Segment Start: Data provided

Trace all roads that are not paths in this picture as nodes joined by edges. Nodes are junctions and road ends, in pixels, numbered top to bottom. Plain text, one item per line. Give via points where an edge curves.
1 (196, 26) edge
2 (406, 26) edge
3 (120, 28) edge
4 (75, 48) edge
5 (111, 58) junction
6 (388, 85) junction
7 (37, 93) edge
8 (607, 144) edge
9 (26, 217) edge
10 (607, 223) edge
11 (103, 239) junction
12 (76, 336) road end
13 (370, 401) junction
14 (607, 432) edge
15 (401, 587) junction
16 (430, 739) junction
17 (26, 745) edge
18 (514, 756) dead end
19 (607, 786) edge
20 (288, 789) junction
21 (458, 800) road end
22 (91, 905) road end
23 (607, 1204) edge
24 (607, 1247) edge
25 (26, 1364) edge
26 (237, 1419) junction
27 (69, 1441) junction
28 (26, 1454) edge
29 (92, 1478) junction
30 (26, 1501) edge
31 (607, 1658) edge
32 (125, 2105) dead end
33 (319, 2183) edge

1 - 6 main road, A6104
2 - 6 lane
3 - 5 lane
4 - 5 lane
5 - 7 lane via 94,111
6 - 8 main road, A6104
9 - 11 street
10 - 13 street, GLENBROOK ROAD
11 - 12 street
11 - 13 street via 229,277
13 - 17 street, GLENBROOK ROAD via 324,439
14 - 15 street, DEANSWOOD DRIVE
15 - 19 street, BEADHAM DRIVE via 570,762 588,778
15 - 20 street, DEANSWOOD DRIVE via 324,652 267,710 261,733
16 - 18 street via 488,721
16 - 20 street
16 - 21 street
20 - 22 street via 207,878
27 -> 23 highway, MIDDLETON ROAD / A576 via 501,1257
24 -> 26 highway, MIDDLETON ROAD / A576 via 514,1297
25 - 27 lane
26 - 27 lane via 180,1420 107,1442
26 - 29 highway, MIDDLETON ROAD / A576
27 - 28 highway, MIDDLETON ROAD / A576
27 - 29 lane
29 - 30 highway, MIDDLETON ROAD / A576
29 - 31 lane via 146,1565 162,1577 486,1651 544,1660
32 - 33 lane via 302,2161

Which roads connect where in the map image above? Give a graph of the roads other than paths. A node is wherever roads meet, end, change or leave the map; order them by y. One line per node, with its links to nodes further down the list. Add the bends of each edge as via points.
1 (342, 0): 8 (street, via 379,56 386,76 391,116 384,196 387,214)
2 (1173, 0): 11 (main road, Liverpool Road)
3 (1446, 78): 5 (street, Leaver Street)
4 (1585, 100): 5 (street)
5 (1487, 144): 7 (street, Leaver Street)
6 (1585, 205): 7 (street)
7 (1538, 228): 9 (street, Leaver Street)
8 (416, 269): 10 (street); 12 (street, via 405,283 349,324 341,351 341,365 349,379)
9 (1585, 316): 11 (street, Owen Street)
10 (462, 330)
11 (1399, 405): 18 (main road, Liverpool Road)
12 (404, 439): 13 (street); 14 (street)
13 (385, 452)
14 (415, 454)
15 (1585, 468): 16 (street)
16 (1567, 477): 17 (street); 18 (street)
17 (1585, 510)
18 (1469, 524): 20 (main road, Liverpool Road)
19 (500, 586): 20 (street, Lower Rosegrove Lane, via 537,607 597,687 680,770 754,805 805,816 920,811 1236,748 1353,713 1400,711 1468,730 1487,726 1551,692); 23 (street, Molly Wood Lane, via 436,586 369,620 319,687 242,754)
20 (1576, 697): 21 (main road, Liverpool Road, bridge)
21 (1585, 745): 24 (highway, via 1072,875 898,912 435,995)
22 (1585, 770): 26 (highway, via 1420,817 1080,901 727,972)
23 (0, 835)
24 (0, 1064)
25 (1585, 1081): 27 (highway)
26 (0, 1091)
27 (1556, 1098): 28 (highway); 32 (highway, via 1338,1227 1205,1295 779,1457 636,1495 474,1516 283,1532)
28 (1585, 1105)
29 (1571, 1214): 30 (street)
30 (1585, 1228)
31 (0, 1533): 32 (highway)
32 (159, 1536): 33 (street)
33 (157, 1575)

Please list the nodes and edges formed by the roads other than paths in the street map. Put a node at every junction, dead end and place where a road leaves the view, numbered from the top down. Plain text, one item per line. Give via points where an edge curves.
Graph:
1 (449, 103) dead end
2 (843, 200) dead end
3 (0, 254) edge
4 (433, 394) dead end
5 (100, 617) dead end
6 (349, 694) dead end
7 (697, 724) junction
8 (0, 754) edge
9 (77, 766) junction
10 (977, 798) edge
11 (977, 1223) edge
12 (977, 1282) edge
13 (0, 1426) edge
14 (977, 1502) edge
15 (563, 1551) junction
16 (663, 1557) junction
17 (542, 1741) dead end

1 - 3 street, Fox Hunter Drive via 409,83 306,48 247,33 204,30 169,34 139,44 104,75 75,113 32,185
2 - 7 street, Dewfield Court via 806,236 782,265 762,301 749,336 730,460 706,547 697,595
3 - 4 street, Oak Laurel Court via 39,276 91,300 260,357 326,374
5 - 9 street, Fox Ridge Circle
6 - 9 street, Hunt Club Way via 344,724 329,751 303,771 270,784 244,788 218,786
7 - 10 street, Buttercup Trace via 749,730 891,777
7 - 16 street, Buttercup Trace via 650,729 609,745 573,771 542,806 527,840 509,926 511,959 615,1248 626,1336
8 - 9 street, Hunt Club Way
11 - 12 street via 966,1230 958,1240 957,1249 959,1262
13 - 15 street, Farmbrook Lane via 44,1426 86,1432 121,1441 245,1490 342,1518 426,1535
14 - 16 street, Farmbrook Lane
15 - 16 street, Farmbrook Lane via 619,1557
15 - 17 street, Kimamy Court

Segment End: Data provided

(Exercise brief): Give the listing again in its entirety, exactly as written.

(Exercise response):
Trace all roads that are not paths in this picture as nodes joined by edges. Nodes are junctions and road ends, in pixels, numbered top to bottom. Plain text, one item per line. Give via points where an edge curves.
1 (196, 26) edge
2 (406, 26) edge
3 (120, 28) edge
4 (75, 48) edge
5 (111, 58) junction
6 (388, 85) junction
7 (37, 93) edge
8 (607, 144) edge
9 (26, 217) edge
10 (607, 223) edge
11 (103, 239) junction
12 (76, 336) road end
13 (370, 401) junction
14 (607, 432) edge
15 (401, 587) junction
16 (430, 739) junction
17 (26, 745) edge
18 (514, 756) dead end
19 (607, 786) edge
20 (288, 789) junction
21 (458, 800) road end
22 (91, 905) road end
23 (607, 1204) edge
24 (607, 1247) edge
25 (26, 1364) edge
26 (237, 1419) junction
27 (69, 1441) junction
28 (26, 1454) edge
29 (92, 1478) junction
30 (26, 1501) edge
31 (607, 1658) edge
32 (125, 2105) dead end
33 (319, 2183) edge

1 - 6 main road, A6104
2 - 6 lane
3 - 5 lane
4 - 5 lane
5 - 7 lane via 94,111
6 - 8 main road, A6104
9 - 11 street
10 - 13 street, GLENBROOK ROAD
11 - 12 street
11 - 13 street via 229,277
13 - 17 street, GLENBROOK ROAD via 324,439
14 - 15 street, DEANSWOOD DRIVE
15 - 19 street, BEADHAM DRIVE via 570,762 588,778
15 - 20 street, DEANSWOOD DRIVE via 324,652 267,710 261,733
16 - 18 street via 488,721
16 - 20 street
16 - 21 street
20 - 22 street via 207,878
27 -> 23 highway, MIDDLETON ROAD / A576 via 501,1257
24 -> 26 highway, MIDDLETON ROAD / A576 via 514,1297
25 - 27 lane
26 - 27 lane via 180,1420 107,1442
26 - 29 highway, MIDDLETON ROAD / A576
27 - 28 highway, MIDDLETON ROAD / A576
27 - 29 lane
29 - 30 highway, MIDDLETON ROAD / A576
29 - 31 lane via 146,1565 162,1577 486,1651 544,1660
32 - 33 lane via 302,2161

Which roads connect where in the map image above? Give a graph of the roads other than paths. A node is wherever roads meet, end, change or leave the map; order them by y. One line per node, with its links to nodes further down the list. Add the bends of each edge as via points.
1 (342, 0): 8 (street, via 379,56 386,76 391,116 384,196 387,214)
2 (1173, 0): 11 (main road, Liverpool Road)
3 (1446, 78): 5 (street, Leaver Street)
4 (1585, 100): 5 (street)
5 (1487, 144): 7 (street, Leaver Street)
6 (1585, 205): 7 (street)
7 (1538, 228): 9 (street, Leaver Street)
8 (416, 269): 10 (street); 12 (street, via 405,283 349,324 341,351 341,365 349,379)
9 (1585, 316): 11 (street, Owen Street)
10 (462, 330)
11 (1399, 405): 18 (main road, Liverpool Road)
12 (404, 439): 13 (street); 14 (street)
13 (385, 452)
14 (415, 454)
15 (1585, 468): 16 (street)
16 (1567, 477): 17 (street); 18 (street)
17 (1585, 510)
18 (1469, 524): 20 (main road, Liverpool Road)
19 (500, 586): 20 (street, Lower Rosegrove Lane, via 537,607 597,687 680,770 754,805 805,816 920,811 1236,748 1353,713 1400,711 1468,730 1487,726 1551,692); 23 (street, Molly Wood Lane, via 436,586 369,620 319,687 242,754)
20 (1576, 697): 21 (main road, Liverpool Road, bridge)
21 (1585, 745): 24 (highway, via 1072,875 898,912 435,995)
22 (1585, 770): 26 (highway, via 1420,817 1080,901 727,972)
23 (0, 835)
24 (0, 1064)
25 (1585, 1081): 27 (highway)
26 (0, 1091)
27 (1556, 1098): 28 (highway); 32 (highway, via 1338,1227 1205,1295 779,1457 636,1495 474,1516 283,1532)
28 (1585, 1105)
29 (1571, 1214): 30 (street)
30 (1585, 1228)
31 (0, 1533): 32 (highway)
32 (159, 1536): 33 (street)
33 (157, 1575)

Please list the nodes and edges formed by the roads other than paths in the street map. Put a node at every junction, dead end and place where a road leaves the view, numbered from the top down. Plain text, one item per line. Give via points where an edge curves.
Graph:
1 (449, 103) dead end
2 (843, 200) dead end
3 (0, 254) edge
4 (433, 394) dead end
5 (100, 617) dead end
6 (349, 694) dead end
7 (697, 724) junction
8 (0, 754) edge
9 (77, 766) junction
10 (977, 798) edge
11 (977, 1223) edge
12 (977, 1282) edge
13 (0, 1426) edge
14 (977, 1502) edge
15 (563, 1551) junction
16 (663, 1557) junction
17 (542, 1741) dead end

1 - 3 street, Fox Hunter Drive via 409,83 306,48 247,33 204,30 169,34 139,44 104,75 75,113 32,185
2 - 7 street, Dewfield Court via 806,236 782,265 762,301 749,336 730,460 706,547 697,595
3 - 4 street, Oak Laurel Court via 39,276 91,300 260,357 326,374
5 - 9 street, Fox Ridge Circle
6 - 9 street, Hunt Club Way via 344,724 329,751 303,771 270,784 244,788 218,786
7 - 10 street, Buttercup Trace via 749,730 891,777
7 - 16 street, Buttercup Trace via 650,729 609,745 573,771 542,806 527,840 509,926 511,959 615,1248 626,1336
8 - 9 street, Hunt Club Way
11 - 12 street via 966,1230 958,1240 957,1249 959,1262
13 - 15 street, Farmbrook Lane via 44,1426 86,1432 121,1441 245,1490 342,1518 426,1535
14 - 16 street, Farmbrook Lane
15 - 16 street, Farmbrook Lane via 619,1557
15 - 17 street, Kimamy Court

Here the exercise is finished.